Auch einsatztaktisch verlief das Wochenende erfolgreich. Am Samstag wurden 59 Hilfeleistungen erbracht und sechs Transporte durchgeführt. Am Sonntag verzeichneten die Einsatzkräfte weitere rund 30 bis 40 Hilfeleistungen sowie acht Transporte. Hinter jeder Zahl stehen Menschen, die auf schnelle Hilfe angewiesen waren und auf die Professionalität und Erfahrung der eingesetzten Kräfte vertrauen konnten. Besonders erfreulich: Trotz des hohen Besucheraufkommens verlief der Sanitätsdienst ohne sicherheitsrelevante Beeinträchtigungen der Patientenversorgung.

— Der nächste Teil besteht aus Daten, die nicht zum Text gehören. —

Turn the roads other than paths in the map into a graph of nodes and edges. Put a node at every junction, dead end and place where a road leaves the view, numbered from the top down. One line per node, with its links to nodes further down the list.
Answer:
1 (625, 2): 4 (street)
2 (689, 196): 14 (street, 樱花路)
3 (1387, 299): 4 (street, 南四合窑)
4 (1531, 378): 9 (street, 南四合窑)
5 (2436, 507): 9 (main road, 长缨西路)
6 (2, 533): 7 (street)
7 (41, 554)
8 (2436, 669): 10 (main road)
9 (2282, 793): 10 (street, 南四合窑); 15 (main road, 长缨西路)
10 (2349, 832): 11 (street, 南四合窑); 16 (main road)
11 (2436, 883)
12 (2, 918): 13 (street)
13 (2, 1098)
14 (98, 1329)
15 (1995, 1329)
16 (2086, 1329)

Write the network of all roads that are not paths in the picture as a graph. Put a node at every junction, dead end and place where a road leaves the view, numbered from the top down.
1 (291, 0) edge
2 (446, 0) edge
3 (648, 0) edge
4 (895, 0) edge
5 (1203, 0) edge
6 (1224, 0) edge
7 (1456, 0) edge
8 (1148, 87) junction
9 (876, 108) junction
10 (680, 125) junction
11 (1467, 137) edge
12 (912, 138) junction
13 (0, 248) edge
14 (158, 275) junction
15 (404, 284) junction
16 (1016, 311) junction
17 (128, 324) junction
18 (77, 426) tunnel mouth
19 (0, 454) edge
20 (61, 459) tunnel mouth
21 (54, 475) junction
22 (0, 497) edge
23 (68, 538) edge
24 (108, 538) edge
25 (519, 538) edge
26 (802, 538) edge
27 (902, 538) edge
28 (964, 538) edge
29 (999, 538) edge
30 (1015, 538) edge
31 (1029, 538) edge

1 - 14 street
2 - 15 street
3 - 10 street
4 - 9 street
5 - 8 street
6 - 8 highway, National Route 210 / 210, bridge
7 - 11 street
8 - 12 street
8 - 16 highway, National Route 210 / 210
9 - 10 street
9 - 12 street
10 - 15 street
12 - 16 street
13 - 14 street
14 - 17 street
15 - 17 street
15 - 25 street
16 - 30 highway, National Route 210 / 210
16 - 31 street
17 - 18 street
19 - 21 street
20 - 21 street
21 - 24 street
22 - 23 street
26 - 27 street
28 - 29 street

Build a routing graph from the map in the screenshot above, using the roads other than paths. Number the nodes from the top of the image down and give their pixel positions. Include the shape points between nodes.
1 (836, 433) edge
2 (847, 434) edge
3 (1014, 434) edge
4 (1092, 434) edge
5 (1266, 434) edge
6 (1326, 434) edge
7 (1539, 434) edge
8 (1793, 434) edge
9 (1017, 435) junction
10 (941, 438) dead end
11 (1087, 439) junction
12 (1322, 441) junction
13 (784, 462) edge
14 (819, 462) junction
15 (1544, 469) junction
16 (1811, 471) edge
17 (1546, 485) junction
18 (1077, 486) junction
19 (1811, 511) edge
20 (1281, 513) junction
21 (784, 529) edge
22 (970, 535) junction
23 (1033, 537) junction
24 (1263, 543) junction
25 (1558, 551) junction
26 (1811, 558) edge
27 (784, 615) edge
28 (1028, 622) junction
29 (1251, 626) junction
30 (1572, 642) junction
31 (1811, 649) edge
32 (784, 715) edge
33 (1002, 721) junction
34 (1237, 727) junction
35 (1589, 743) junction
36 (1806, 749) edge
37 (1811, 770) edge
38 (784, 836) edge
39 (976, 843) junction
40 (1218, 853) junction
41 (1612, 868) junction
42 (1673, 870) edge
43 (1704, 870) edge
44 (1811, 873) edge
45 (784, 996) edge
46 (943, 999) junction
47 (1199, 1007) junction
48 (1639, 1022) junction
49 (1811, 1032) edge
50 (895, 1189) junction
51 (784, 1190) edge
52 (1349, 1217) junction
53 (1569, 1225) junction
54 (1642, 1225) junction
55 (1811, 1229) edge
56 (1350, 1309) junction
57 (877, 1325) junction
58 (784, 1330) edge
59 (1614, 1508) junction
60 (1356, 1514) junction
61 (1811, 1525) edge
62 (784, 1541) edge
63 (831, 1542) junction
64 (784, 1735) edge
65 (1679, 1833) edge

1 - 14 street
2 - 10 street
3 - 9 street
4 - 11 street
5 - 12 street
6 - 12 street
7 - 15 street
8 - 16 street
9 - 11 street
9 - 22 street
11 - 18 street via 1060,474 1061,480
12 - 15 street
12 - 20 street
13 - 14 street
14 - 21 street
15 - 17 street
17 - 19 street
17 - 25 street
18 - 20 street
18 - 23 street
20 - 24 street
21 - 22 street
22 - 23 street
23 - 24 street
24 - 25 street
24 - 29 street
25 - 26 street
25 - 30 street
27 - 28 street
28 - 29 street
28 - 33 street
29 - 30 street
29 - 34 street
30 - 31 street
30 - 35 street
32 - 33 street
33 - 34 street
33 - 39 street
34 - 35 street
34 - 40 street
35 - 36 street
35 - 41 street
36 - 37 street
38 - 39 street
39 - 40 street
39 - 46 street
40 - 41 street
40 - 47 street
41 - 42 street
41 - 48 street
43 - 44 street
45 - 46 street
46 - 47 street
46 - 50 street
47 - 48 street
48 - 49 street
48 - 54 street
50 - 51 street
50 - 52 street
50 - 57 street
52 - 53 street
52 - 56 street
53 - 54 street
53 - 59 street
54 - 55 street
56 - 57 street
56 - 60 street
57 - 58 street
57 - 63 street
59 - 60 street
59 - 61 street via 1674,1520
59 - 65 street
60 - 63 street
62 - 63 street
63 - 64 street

Dies ist vor allem dem engagierten Zusammenspiel aller Beteiligten zu verdanken. Neben den Einsatzkräften des ASB Berlin-Südwest unterstützten auch Helferinnen und Helfer des ASB Nordwest, des ASB Gera und des ASB Salzlandkreises den Einsatz. Ebenso leisteten die Malteser Berlin Süd, die Malteser Berlin West und die Malteser Potsdam einen wichtigen Beitrag zum Gelingen der Veranstaltung.

Solche Einsätze zeigen eindrucksvoll, was Ehrenamt leisten kann. Während die Besucherinnen und Besucher ein Wochenende voller Vielfalt, Begegnung und Gemeinschaft erleben, arbeiten im Hintergrund zahlreiche Helferinnen und Helfer hochkonzentriert daran, Sicherheit und medizinische Versorgung jederzeit zu gewährleisten. Ihr Engagement, ihre Fachkompetenz und ihr Teamgeist haben auch in diesem Jahr entscheidend dazu beigetragen, dass das Lesbisch-schwule Stadtfest 2026 sicher und erfolgreich stattfinden konnte.

Gemeinsam für Vielfalt. Gemeinsam für Sicherheit.